#### Data for the task
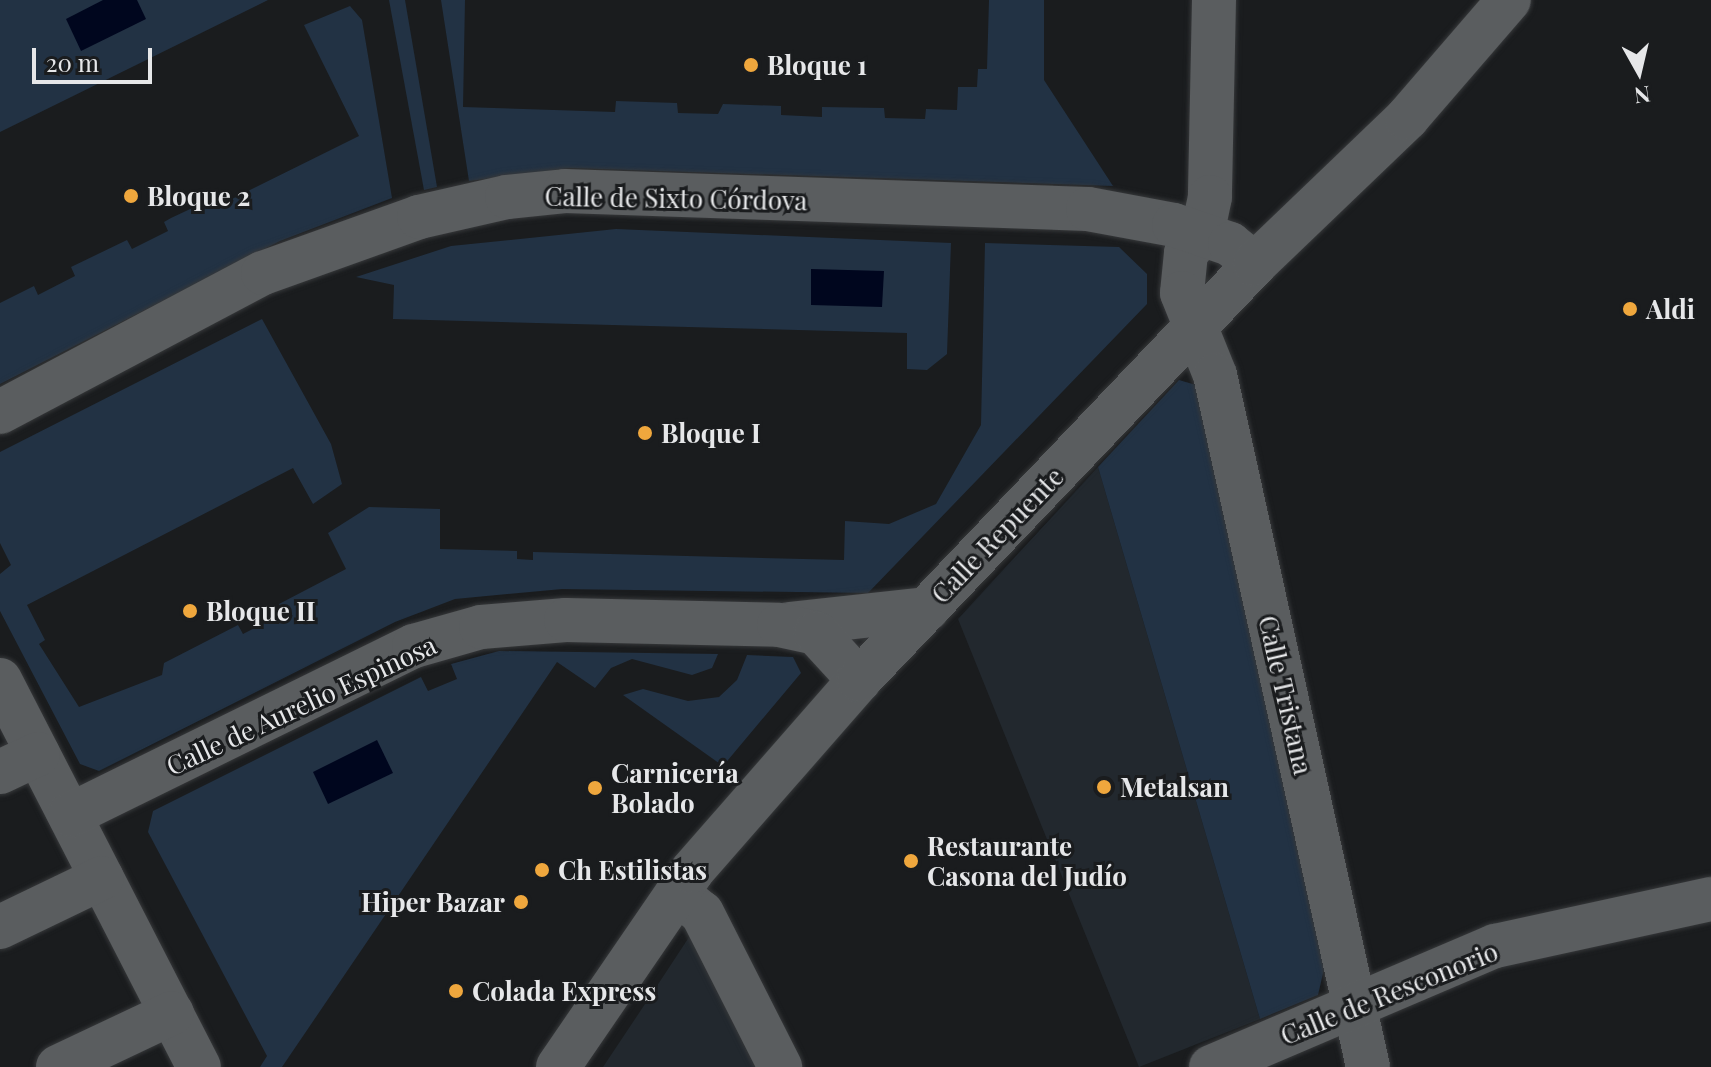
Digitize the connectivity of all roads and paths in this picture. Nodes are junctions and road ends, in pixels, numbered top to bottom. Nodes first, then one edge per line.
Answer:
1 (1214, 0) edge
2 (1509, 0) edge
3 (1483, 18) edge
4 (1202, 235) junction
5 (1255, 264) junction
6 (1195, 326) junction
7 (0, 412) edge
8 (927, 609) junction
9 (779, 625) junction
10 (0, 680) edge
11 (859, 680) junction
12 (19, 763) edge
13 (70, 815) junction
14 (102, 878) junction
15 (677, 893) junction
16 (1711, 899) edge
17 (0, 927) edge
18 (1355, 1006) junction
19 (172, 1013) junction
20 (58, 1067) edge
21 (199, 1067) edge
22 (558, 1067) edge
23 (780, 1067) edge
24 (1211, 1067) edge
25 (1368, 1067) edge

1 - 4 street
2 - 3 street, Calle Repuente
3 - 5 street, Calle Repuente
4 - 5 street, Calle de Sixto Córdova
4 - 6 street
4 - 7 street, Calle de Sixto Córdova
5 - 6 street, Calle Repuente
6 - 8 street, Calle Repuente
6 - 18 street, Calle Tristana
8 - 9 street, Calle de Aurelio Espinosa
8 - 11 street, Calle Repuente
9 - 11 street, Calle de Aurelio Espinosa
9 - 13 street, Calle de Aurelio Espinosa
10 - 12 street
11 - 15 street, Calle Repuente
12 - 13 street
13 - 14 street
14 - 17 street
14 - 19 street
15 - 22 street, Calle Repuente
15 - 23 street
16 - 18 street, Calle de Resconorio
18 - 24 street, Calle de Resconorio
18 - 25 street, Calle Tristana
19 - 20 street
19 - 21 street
########
▶ _What the task requires_:
For the material above, how many lines contain the word "Córdova"? Only the number should be given.

▶ _Result of the exercise_:
2